在訓(xùn)練過程中,通常包含了為每個類學(xué)習(xí)二分類模型或者回歸模型。為了實現(xiàn)這個目的,我們需要將多分類標簽轉(zhuǎn)換為而分類標簽(屬于某類或者不屬于某類)。LabelBinerizer是這個轉(zhuǎn)換的過程變得比較簡單。
在預(yù)測階段,LabelBinerizer也可以方便得將預(yù)測結(jié)果轉(zhuǎn)換成多分類標簽。
>>> lbe = LabelBinerizer()
>>> lbe.fit_transform(attrib_cat)
array([[0, 0, 0, 1, 0],
[0, 0, 0, 1, 0],
[0, 0, 0, 1, 0],
...,
[0, 1, 0, 0, 0],
[0, 1, 0, 0, 0],
[0, 1, 0, 0, 0]])
LabelBinarizer相當于集合了LabeEncoder和OneHotEncoder的過程,同時相比與OneHotEncoder,他的操作更簡單:直接接受pandas的Series格式數(shù)據(jù),默認輸出密集的NumPy數(shù)組,dtype是int32。
總結(jié)
梳理過后,三個轉(zhuǎn)換量的區(qū)別就比較明顯了:
- 描述
- LabelEncoder :將類型變量轉(zhuǎn)換為數(shù)值組成的數(shù)組。

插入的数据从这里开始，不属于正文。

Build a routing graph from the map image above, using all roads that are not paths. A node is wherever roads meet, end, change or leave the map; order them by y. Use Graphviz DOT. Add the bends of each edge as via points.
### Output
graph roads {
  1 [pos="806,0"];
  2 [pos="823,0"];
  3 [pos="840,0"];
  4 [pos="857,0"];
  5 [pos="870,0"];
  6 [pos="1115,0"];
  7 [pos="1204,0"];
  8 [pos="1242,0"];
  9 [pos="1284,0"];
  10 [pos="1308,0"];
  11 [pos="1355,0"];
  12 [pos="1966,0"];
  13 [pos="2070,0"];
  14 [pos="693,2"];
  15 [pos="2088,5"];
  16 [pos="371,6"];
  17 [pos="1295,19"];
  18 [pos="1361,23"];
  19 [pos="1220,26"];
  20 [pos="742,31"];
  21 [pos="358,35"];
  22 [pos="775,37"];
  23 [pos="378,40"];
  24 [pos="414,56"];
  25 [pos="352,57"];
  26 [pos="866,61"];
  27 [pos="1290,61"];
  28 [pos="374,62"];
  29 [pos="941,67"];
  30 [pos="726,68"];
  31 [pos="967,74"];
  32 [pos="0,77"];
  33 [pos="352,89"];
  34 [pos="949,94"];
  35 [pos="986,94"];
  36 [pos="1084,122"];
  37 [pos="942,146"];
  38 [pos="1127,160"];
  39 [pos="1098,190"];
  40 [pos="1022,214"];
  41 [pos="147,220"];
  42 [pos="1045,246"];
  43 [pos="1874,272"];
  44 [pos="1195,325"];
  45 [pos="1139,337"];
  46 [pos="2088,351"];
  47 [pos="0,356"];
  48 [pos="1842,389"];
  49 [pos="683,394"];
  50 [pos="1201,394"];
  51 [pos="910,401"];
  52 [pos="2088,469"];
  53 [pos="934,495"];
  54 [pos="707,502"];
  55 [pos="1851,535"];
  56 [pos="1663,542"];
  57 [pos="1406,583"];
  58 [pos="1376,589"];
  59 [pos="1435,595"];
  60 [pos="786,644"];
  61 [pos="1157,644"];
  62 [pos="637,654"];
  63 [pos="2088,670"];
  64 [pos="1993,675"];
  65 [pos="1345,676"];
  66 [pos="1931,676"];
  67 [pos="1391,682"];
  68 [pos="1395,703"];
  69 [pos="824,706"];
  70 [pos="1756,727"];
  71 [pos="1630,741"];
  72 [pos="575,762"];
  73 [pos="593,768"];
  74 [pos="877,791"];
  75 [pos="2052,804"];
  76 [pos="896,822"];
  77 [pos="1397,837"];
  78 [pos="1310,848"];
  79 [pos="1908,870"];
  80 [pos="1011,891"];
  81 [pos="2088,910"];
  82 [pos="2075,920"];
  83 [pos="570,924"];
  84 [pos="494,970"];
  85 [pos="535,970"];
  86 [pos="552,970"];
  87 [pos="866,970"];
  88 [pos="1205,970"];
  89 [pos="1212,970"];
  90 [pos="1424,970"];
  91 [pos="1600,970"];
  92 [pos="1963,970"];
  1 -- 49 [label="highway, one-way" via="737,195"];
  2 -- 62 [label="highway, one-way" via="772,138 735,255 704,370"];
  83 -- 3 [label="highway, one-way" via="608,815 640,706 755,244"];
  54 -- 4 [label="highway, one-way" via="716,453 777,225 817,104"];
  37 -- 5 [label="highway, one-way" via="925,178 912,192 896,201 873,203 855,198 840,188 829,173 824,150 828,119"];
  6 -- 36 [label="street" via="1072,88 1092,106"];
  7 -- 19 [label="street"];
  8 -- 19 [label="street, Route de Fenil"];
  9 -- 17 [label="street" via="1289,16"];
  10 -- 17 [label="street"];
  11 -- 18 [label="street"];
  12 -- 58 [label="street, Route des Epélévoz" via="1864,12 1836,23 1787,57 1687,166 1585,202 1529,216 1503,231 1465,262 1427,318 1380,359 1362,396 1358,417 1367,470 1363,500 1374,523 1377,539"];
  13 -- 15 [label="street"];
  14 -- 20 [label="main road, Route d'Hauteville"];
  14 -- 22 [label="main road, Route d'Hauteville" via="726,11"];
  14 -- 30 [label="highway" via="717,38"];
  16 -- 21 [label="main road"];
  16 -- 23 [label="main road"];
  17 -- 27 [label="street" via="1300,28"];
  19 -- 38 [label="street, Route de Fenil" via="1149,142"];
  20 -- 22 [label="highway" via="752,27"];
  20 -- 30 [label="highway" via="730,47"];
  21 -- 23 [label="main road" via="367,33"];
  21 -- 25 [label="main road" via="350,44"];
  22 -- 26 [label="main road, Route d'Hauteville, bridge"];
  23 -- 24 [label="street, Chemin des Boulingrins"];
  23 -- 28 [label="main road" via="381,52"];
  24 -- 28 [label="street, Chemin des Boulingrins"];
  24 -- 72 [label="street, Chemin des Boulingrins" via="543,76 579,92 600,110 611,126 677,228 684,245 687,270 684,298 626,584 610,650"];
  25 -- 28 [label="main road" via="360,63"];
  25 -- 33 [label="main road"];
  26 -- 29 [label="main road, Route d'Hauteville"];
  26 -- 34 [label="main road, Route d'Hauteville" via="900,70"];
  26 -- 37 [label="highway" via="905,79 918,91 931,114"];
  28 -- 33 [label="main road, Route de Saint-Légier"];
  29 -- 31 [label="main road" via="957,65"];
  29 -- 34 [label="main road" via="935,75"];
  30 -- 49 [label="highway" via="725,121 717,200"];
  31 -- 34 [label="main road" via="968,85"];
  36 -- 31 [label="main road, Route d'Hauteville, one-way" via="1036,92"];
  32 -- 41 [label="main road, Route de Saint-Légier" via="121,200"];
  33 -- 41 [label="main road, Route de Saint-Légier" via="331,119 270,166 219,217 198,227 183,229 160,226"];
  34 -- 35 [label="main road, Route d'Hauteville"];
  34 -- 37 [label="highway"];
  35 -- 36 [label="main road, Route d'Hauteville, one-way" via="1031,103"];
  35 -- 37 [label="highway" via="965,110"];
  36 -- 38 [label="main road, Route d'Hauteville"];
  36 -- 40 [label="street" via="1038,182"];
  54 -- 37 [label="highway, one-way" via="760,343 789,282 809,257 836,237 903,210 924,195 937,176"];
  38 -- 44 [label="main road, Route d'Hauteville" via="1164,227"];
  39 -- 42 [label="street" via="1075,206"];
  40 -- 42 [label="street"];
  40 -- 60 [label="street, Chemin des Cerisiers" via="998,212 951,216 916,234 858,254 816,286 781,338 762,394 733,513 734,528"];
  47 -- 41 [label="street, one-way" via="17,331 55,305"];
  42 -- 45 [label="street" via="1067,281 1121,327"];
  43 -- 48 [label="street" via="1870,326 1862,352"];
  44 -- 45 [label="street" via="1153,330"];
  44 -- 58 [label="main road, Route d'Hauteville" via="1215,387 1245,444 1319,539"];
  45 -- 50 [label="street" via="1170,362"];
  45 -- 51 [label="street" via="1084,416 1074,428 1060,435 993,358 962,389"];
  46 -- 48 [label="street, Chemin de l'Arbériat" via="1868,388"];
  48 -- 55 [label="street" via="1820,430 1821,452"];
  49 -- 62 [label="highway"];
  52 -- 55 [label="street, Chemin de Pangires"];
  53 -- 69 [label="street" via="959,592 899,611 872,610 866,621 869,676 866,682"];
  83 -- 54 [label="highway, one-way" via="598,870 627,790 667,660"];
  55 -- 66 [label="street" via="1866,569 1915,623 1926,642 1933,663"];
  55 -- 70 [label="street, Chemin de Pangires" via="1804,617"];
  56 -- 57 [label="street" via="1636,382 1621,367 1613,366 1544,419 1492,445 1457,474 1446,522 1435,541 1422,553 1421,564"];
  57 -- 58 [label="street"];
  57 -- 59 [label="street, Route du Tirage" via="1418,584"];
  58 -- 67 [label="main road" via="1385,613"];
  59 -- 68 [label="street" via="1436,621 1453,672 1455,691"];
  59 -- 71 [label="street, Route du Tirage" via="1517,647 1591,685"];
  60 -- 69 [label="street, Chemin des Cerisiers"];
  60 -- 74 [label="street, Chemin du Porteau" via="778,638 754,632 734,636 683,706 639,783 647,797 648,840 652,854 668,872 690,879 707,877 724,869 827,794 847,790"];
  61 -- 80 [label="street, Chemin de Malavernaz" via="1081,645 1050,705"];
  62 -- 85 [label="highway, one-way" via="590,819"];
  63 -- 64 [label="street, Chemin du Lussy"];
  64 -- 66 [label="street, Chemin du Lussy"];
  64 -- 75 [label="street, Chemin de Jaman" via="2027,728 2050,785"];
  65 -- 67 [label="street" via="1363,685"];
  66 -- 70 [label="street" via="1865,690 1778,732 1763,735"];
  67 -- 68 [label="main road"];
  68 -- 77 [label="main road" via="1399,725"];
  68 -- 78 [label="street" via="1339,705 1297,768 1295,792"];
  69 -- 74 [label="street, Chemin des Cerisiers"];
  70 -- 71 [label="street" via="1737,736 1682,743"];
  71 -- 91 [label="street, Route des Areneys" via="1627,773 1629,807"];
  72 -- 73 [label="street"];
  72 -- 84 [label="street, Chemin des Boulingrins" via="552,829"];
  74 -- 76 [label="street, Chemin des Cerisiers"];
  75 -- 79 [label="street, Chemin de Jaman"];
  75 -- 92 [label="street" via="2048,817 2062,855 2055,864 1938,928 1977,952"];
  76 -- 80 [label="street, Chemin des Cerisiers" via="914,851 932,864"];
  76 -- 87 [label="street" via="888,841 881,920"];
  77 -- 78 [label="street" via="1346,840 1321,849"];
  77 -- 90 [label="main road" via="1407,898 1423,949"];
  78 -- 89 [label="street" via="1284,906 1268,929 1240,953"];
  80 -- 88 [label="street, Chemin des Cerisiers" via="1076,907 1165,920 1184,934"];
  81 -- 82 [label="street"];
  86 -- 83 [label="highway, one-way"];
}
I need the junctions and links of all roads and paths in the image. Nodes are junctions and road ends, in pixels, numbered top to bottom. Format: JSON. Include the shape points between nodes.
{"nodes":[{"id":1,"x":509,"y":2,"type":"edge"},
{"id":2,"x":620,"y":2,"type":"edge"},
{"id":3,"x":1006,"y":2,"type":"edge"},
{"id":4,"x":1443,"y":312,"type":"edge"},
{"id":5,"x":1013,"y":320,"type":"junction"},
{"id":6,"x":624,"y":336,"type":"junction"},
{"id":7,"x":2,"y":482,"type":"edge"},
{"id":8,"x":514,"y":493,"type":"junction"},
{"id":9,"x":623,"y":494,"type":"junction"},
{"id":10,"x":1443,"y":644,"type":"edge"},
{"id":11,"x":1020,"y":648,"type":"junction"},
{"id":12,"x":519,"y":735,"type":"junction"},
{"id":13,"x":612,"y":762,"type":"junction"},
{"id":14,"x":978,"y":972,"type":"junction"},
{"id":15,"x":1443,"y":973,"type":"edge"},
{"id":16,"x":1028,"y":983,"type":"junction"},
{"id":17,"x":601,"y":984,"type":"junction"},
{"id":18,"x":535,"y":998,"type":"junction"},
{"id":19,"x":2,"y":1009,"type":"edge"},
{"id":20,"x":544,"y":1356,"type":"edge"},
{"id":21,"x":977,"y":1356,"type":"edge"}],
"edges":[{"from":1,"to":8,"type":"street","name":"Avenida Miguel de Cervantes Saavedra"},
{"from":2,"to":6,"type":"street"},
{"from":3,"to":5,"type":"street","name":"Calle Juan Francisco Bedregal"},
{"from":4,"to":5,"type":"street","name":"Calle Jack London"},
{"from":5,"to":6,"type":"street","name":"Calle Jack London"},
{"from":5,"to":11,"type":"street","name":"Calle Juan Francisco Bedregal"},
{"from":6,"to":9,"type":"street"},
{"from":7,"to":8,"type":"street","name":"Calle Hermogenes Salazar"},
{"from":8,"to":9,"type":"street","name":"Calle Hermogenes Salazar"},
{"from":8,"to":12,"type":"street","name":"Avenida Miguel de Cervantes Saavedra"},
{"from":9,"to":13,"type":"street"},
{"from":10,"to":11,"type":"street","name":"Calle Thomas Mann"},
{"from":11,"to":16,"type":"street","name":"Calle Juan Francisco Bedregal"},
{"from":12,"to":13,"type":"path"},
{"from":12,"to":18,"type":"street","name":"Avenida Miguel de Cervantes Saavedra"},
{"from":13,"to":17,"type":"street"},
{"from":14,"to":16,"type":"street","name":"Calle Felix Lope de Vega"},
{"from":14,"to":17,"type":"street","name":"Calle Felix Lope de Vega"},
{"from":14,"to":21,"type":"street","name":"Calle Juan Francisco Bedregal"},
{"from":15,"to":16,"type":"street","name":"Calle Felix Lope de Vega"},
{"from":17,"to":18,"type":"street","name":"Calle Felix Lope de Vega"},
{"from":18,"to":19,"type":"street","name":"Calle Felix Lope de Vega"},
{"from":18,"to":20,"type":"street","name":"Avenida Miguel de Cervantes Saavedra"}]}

- OneHotEncoder:將數(shù)值類型屬性轉(zhuǎn)換成獨熱編碼的數(shù)值型數(shù)組。
- LabelBinerizer: 將標簽二值化為一對多的形式。
- fit_transform的輸入
- LabelEncoder :pd.Series/np.array, 可哈希、可比的非數(shù)值或者數(shù)值, ndim=1。
- OneHotEncoder:np.array,可比的非數(shù)值或者數(shù)值,ndim=2。
- LabelBinerizer: pd.Series/np.array, 可哈希、可比的非數(shù)值或者數(shù)值,ndim=1。
- fit_transform的默認輸出
- LabelEncoder :np.array, dtype=int64。
- OneHotEncoder:SciPy.Sparse Matrix, dtype=float64。
- LabelBinerizer: np.array, dtype=int32。